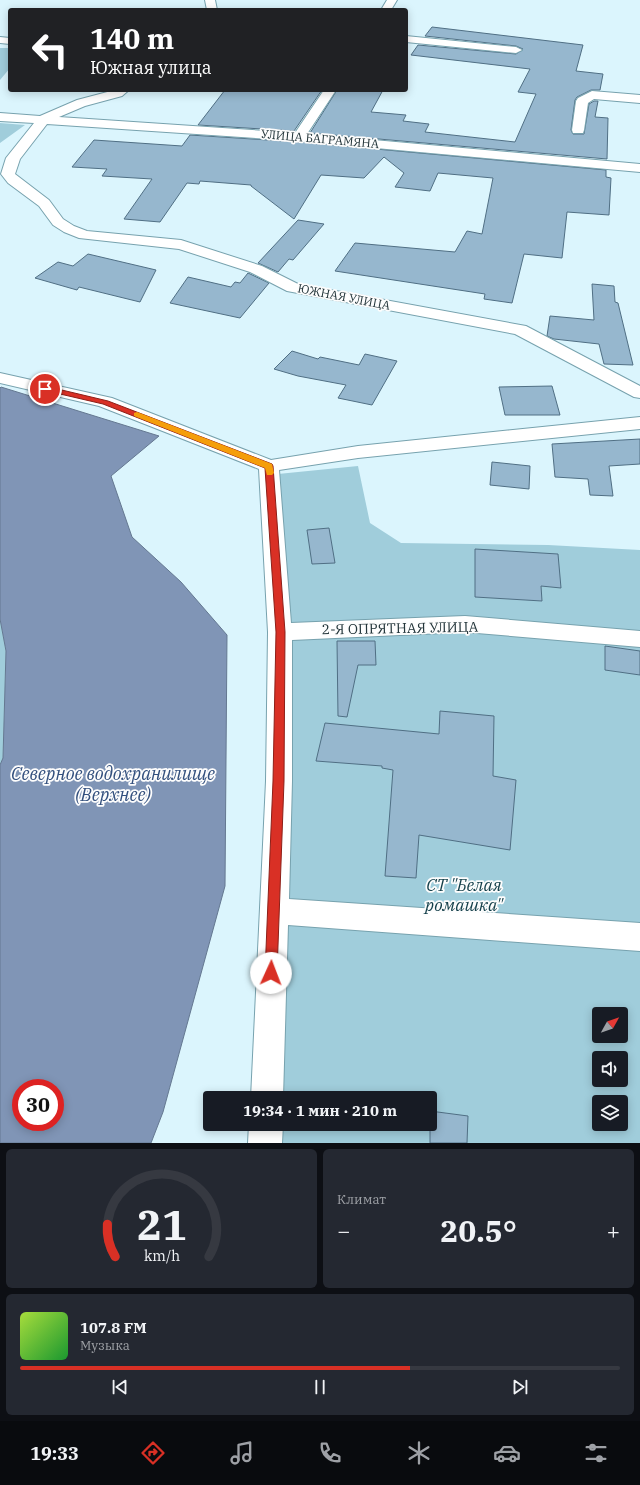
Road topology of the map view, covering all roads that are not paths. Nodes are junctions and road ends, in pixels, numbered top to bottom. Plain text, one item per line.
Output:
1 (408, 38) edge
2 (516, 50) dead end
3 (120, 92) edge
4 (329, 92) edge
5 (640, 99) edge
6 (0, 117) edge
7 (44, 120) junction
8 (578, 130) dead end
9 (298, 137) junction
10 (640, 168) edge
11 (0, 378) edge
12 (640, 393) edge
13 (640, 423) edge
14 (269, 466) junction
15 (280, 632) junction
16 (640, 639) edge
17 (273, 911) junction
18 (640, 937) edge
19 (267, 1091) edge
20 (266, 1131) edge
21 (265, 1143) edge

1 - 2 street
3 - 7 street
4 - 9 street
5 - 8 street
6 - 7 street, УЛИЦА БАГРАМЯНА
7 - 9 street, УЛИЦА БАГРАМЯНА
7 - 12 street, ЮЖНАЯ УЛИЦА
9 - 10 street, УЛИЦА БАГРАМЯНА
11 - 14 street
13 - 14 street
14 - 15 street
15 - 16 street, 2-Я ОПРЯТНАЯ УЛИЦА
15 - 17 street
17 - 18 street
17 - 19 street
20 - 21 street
··········
Exercise instructions —
Set down each entry above word for word, without its pictures.

Response —
Road topology of the map view, covering all roads that are not paths. Nodes are junctions and road ends, in pixels, numbered top to bottom. Plain text, one item per line.
Output:
1 (408, 38) edge
2 (516, 50) dead end
3 (120, 92) edge
4 (329, 92) edge
5 (640, 99) edge
6 (0, 117) edge
7 (44, 120) junction
8 (578, 130) dead end
9 (298, 137) junction
10 (640, 168) edge
11 (0, 378) edge
12 (640, 393) edge
13 (640, 423) edge
14 (269, 466) junction
15 (280, 632) junction
16 (640, 639) edge
17 (273, 911) junction
18 (640, 937) edge
19 (267, 1091) edge
20 (266, 1131) edge
21 (265, 1143) edge

1 - 2 street
3 - 7 street
4 - 9 street
5 - 8 street
6 - 7 street, УЛИЦА БАГРАМЯНА
7 - 9 street, УЛИЦА БАГРАМЯНА
7 - 12 street, ЮЖНАЯ УЛИЦА
9 - 10 street, УЛИЦА БАГРАМЯНА
11 - 14 street
13 - 14 street
14 - 15 street
15 - 16 street, 2-Я ОПРЯТНАЯ УЛИЦА
15 - 17 street
17 - 18 street
17 - 19 street
20 - 21 street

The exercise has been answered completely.